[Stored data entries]
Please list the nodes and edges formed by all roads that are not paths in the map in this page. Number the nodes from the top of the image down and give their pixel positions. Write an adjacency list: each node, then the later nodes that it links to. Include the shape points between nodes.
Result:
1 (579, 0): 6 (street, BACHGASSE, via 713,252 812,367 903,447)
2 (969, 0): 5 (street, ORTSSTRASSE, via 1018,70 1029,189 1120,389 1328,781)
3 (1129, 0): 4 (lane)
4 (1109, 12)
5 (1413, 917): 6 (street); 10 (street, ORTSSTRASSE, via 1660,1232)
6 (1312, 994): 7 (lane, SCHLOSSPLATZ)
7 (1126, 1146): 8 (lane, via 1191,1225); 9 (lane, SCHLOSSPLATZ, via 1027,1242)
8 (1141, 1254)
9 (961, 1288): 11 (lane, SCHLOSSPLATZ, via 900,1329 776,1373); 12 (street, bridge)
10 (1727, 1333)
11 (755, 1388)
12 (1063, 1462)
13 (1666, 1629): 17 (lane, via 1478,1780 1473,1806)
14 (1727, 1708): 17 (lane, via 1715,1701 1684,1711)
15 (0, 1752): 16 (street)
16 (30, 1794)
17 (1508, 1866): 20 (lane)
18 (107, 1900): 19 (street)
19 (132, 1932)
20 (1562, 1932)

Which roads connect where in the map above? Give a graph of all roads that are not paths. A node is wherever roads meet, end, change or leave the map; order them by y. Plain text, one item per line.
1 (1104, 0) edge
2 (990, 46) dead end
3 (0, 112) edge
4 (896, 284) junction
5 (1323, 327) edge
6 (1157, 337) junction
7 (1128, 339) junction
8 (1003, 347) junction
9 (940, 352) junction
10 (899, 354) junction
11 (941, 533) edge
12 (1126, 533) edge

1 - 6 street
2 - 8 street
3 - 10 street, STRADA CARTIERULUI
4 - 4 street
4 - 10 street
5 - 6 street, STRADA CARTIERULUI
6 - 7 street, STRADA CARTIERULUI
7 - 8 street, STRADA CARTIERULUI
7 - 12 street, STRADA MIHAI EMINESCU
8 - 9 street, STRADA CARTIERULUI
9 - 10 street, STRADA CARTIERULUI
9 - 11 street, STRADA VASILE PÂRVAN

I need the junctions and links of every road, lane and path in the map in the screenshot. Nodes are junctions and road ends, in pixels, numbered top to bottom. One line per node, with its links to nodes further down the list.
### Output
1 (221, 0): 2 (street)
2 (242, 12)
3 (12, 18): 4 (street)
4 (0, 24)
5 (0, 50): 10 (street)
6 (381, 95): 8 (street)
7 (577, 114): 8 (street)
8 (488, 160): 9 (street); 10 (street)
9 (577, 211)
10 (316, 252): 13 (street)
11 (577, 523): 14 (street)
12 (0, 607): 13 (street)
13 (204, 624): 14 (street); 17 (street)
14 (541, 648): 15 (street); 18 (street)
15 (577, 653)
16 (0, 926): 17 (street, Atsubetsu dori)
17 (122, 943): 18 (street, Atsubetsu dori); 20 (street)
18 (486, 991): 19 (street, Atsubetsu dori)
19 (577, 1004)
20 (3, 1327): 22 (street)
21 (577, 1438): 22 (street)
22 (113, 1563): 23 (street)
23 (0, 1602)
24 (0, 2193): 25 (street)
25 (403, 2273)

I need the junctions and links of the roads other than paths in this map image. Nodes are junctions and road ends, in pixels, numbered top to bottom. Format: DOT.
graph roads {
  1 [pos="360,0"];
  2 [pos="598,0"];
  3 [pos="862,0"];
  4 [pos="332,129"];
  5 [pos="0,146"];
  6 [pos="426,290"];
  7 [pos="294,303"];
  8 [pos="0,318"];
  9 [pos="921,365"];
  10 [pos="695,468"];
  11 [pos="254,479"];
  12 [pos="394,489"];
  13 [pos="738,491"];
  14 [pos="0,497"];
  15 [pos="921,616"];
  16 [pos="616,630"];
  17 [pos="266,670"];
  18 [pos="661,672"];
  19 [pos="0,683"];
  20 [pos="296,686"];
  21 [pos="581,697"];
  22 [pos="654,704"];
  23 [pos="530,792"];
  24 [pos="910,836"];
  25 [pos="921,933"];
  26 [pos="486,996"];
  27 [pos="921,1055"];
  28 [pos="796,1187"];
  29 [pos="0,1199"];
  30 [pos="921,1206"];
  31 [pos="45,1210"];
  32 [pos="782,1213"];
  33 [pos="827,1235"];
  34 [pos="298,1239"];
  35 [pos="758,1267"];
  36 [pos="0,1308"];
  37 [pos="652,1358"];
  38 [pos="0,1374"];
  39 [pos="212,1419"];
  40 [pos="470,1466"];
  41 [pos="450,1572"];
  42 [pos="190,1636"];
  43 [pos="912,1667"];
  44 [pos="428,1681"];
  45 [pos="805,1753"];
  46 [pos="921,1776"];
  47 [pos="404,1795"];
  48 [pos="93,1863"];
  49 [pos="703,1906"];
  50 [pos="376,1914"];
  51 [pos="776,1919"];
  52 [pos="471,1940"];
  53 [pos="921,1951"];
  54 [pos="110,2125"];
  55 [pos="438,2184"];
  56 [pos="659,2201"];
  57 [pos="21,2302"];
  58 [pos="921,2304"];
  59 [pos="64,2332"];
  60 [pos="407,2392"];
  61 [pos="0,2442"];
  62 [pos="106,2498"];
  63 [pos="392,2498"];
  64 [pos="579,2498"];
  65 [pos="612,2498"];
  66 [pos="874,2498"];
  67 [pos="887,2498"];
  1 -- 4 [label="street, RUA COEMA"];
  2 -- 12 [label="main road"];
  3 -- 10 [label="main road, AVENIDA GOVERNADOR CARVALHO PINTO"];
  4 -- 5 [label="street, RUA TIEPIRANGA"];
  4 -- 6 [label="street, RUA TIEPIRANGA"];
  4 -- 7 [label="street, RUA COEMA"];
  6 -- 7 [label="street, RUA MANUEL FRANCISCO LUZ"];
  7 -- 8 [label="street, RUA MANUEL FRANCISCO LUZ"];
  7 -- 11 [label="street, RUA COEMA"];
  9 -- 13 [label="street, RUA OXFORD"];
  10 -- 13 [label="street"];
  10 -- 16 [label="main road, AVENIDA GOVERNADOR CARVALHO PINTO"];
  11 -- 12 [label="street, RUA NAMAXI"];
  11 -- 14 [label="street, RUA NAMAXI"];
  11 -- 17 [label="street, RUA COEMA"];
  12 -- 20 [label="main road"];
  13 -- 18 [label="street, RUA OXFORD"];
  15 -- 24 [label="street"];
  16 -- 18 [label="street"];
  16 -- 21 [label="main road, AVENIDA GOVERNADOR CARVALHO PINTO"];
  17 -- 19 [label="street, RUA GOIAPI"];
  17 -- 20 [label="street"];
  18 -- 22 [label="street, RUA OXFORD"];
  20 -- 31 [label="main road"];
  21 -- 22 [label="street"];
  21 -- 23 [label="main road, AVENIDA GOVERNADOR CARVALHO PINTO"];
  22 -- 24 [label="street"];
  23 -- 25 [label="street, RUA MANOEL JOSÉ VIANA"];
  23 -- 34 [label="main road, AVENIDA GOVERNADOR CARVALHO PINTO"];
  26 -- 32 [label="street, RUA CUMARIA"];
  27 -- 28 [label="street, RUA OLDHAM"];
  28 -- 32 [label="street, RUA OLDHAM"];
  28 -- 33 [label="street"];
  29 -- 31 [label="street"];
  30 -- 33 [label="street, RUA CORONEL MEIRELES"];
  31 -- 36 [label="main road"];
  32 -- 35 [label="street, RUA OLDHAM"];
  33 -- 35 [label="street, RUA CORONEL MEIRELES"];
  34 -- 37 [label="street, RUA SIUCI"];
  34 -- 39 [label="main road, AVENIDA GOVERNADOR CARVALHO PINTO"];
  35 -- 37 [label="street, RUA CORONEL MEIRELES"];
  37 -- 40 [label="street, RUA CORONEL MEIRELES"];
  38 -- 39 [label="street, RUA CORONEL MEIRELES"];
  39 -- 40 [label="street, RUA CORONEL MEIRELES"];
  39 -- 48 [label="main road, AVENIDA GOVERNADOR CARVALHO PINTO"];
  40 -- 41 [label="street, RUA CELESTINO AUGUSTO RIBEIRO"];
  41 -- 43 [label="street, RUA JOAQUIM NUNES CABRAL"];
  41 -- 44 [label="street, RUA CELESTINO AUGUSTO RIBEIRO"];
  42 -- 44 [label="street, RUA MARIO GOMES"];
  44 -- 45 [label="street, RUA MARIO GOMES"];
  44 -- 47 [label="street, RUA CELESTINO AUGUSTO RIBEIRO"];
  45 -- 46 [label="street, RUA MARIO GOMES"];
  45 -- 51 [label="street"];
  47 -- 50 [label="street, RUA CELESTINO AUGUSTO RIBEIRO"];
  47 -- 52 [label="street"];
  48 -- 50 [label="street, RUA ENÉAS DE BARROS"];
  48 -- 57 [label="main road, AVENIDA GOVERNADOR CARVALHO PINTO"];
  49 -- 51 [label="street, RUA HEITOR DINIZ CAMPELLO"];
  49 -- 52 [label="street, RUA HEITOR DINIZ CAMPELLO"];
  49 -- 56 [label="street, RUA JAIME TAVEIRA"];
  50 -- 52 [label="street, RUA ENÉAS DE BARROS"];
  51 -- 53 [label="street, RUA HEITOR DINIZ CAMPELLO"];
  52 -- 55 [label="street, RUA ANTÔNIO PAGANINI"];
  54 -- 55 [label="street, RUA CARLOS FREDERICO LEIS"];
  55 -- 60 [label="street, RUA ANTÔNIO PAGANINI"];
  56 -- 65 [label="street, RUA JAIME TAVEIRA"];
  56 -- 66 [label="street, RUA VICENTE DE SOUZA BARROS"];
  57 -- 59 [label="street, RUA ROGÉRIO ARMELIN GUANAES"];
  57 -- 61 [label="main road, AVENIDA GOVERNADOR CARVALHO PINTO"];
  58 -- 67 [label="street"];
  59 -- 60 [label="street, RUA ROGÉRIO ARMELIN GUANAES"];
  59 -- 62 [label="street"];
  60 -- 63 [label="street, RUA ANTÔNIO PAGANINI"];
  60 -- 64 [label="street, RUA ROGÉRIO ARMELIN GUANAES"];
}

Work instructions. Every line in the entries above that has the word "ORTSSTRASSE" should be identified and copied.

Answer section.
2 (969, 0): 5 (street, ORTSSTRASSE, via 1018,70 1029,189 1120,389 1328,781)
5 (1413, 917): 6 (street); 10 (street, ORTSSTRASSE, via 1660,1232)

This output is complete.